## [Dataset records]

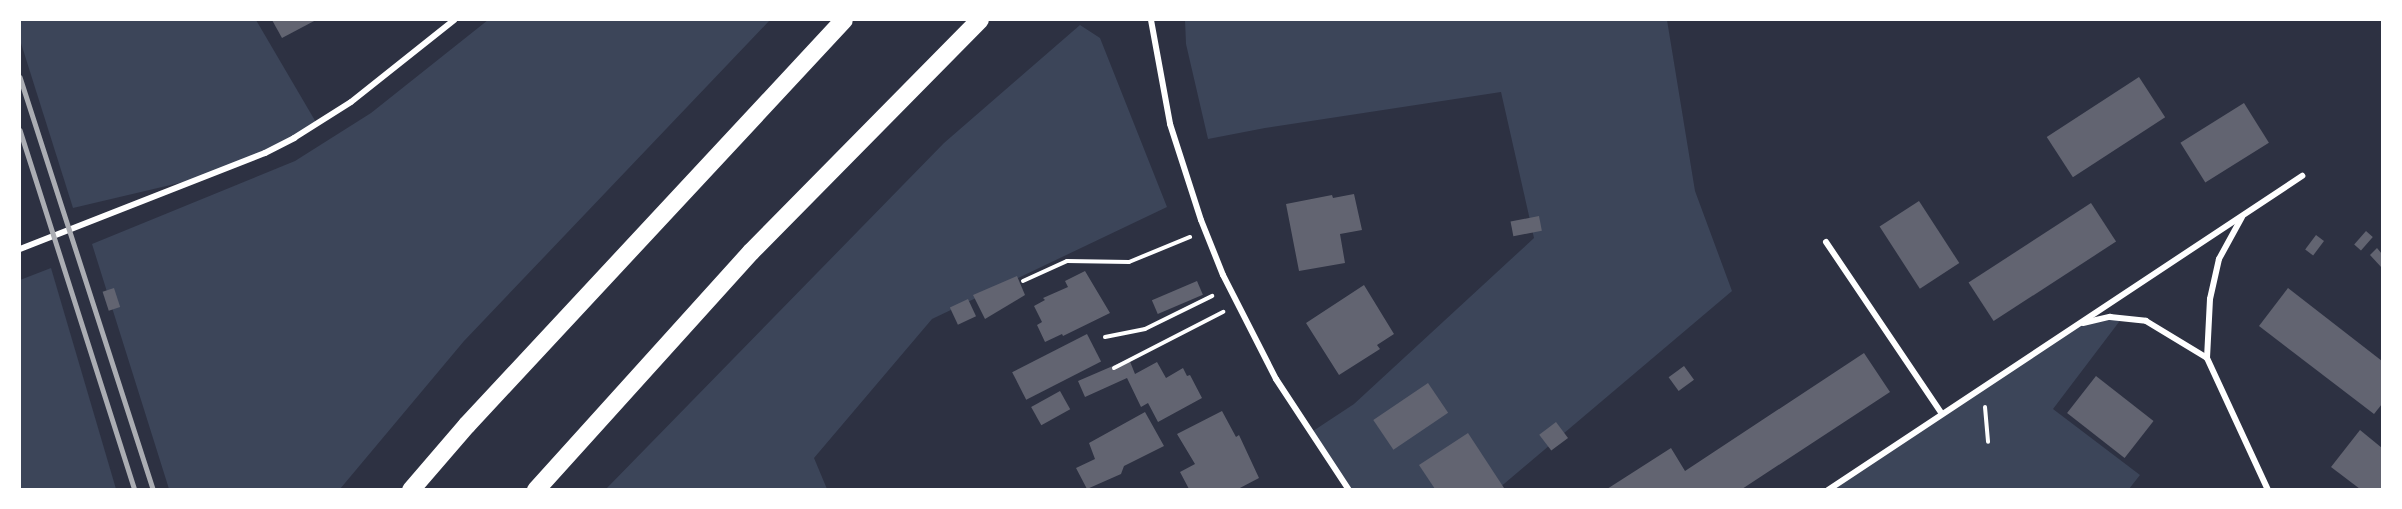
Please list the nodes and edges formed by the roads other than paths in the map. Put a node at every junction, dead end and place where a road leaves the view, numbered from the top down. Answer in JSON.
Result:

--

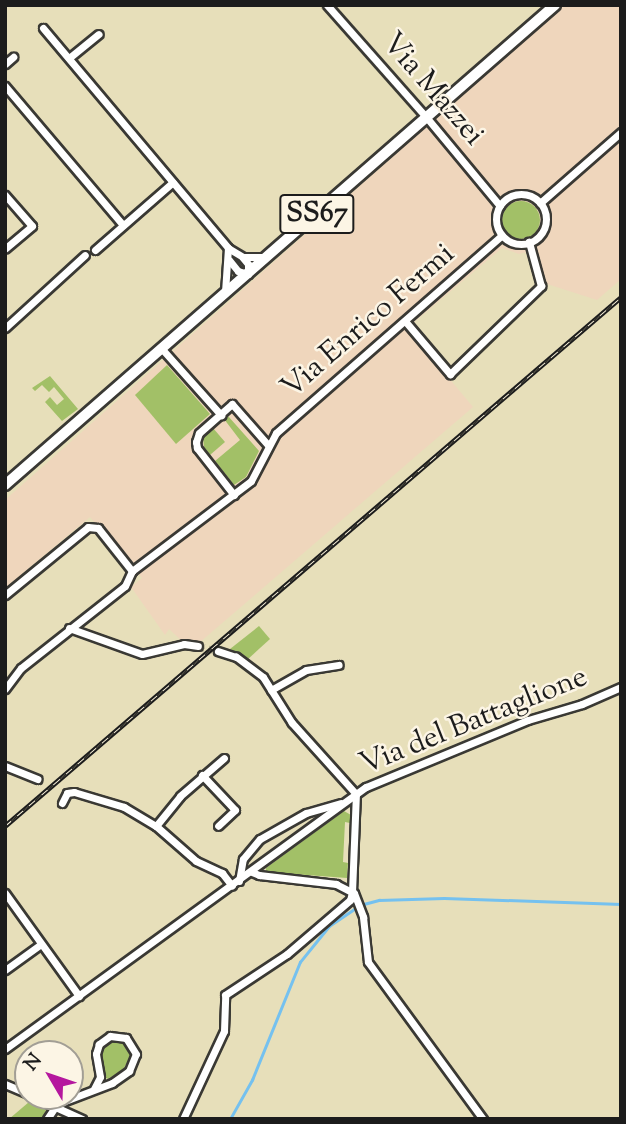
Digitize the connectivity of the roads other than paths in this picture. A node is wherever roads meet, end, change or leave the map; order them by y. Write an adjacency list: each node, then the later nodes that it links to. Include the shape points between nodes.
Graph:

## [Instructions to follow]
Among the records above, find the lines that contain "node" and copy every one.

## [Written solution]
Please list the nodes and edges formed by the roads other than paths in the map. Put a node at every junction, dead end and place where a road leaves the view, numbered from the top down. Answer in JSON.
Digitize the connectivity of the roads other than paths in this picture. A node is wherever roads meet, end, change or leave the map; order them by y. Write an adjacency list: each node, then the later nodes that it links to. Include the shape points between nodes.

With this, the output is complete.